Espérandieu went along the row of offices until he reached his own at the end of the corridor, next to the boss's. He closed the door behind him. Samira had left a note on his desk:
I entered the watchmen into the FPR the way you asked me to.
The FPR was the missing persons record. He crumpled up the bit of paper, threw it in the basket, put TV on the Radio's ‘Family Tree' on his iPhone, then checked his messages. Martin had asked him to get as much information as he could about Éric Lombard, and Espérandieu knew where to go to get it. He had one advantage over most of his colleagues – with the exception of Samira – he was
modern.
He belonged to the generation of multimedia, cyberculture, social networks, forums. And provided you knew where to look, you often came across interesting people. But he did not particularly want Martin or anyone else to know just how he obtained his information.

*   *   *

‘Sorry, he hasn't been in today.'

The assistant manager of the bottling plant gave Servaz an impatient look.

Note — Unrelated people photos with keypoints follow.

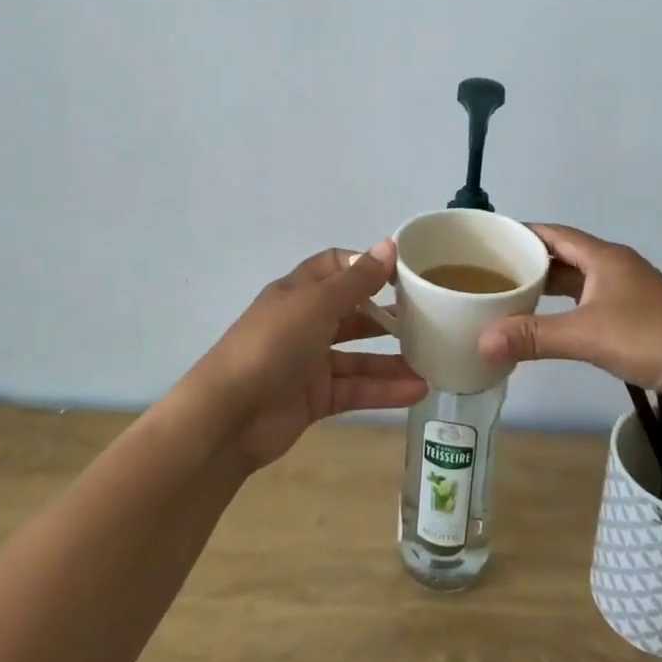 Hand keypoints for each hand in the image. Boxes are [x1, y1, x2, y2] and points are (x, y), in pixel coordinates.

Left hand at [189, 241, 426, 469]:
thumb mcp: (317, 304)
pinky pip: (356, 388)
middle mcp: (305, 322)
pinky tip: (417, 390)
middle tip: (428, 317)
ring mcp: (309, 362)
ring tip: (433, 359)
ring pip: (359, 356)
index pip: (337, 266)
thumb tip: (389, 245)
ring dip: (392, 358)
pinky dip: (384, 389)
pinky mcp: (315, 398)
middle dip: (386, 314)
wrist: (228, 416)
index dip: (367, 266)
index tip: (404, 273)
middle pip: (352, 311)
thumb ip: (357, 280)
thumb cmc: (272, 344)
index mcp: (299, 291)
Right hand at [477, 224, 661, 410]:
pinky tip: (551, 323)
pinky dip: (567, 307)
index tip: (488, 242)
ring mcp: (629, 291)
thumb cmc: (652, 339)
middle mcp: (615, 266)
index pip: (553, 233)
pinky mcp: (638, 315)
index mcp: (604, 257)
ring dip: (549, 286)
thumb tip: (482, 341)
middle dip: (529, 262)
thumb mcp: (588, 336)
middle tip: (491, 274)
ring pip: (579, 280)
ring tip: (512, 297)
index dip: (521, 234)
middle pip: (564, 255)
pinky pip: (591, 300)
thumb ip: (534, 337) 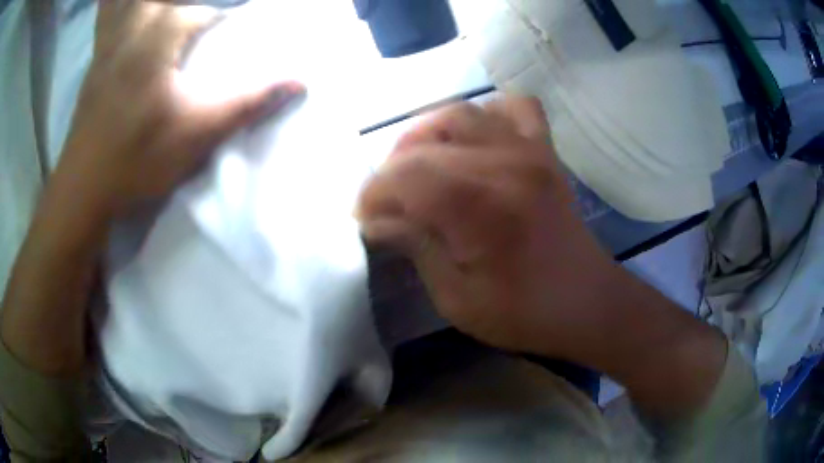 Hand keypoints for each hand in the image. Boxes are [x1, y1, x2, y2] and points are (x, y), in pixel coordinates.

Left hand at [54, 0, 302, 219]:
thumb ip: (248, 102)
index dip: (221, 26)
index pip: (204, 14)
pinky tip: (122, 15)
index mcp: (161, 32)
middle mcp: (134, 26)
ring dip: (135, 5)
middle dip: (185, 11)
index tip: (227, 41)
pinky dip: (112, 10)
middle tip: (194, 33)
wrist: (83, 191)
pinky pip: (105, 20)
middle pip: (164, 1)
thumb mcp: (198, 133)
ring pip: (122, 4)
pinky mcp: (95, 63)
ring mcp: (109, 43)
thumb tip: (300, 81)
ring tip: (164, 41)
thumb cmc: (137, 158)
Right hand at [357, 97, 622, 361]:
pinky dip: (485, 115)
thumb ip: (416, 247)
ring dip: (427, 135)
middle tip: (387, 201)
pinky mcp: (545, 150)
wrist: (587, 302)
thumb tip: (376, 220)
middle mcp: (504, 164)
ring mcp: (529, 150)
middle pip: (426, 141)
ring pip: (461, 113)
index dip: (372, 194)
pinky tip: (475, 141)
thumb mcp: (457, 298)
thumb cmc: (524, 313)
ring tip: (420, 167)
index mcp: (480, 207)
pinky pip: (513, 107)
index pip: (404, 176)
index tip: (363, 218)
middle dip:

‘Do you know where I can find him?'

The big man shrugged.

‘No. I tried to reach him, but he hasn't got his mobile on. Normally he should be in work by now. Did you try his home? Perhaps he's ill.'

Servaz thanked him and went back out of the little factory. It was surrounded by a high chain-link fence topped with a spiral of barbed wire. Servaz was lost in thought as he unlocked the Jeep. He had already called Chaperon at home, in vain: there was no answer. Servaz felt a knot of anxiety forming in his belly.

He climbed back in the car and sat behind the wheel.

Once again he recalled Chaperon's terrified look when he saw Grimm's body. What was it Hirtmann had said?
Ask the mayor to tell you about the suicides.
What did Hirtmann know that they didn't? And how the devil did he know?

Then another thought came to him. He grabbed his mobile and dialled a number he had jotted down in his notebook. A woman answered.

‘Servaz, crime unit,' he said. ‘Did your husband have a private room – a study, a place where he kept his papers?'

There was a brief silence, then the sound of someone exhaling cigarette smoke near the telephone.

‘Yes.'

‘Would you mind if I come and have a look?'

‘Do I really have any choice?'

She had blurted out the question, but without any real acrimony.

‘You can refuse. In that case I will be obliged to ask for a warrant, and I will get it, and your refusal to cooperate will no doubt attract the attention of the magistrate in charge of the investigation.'

‘When do you want to come?' she asked curtly.

‘Right away, if you don't mind.'

*   *   *

The snowman was still there, but the children had disappeared. As had the cat's carcass. Night was beginning to fall. The sky had filled with dark, threatening clouds, and only a single orange-pink streak remained above the mountains.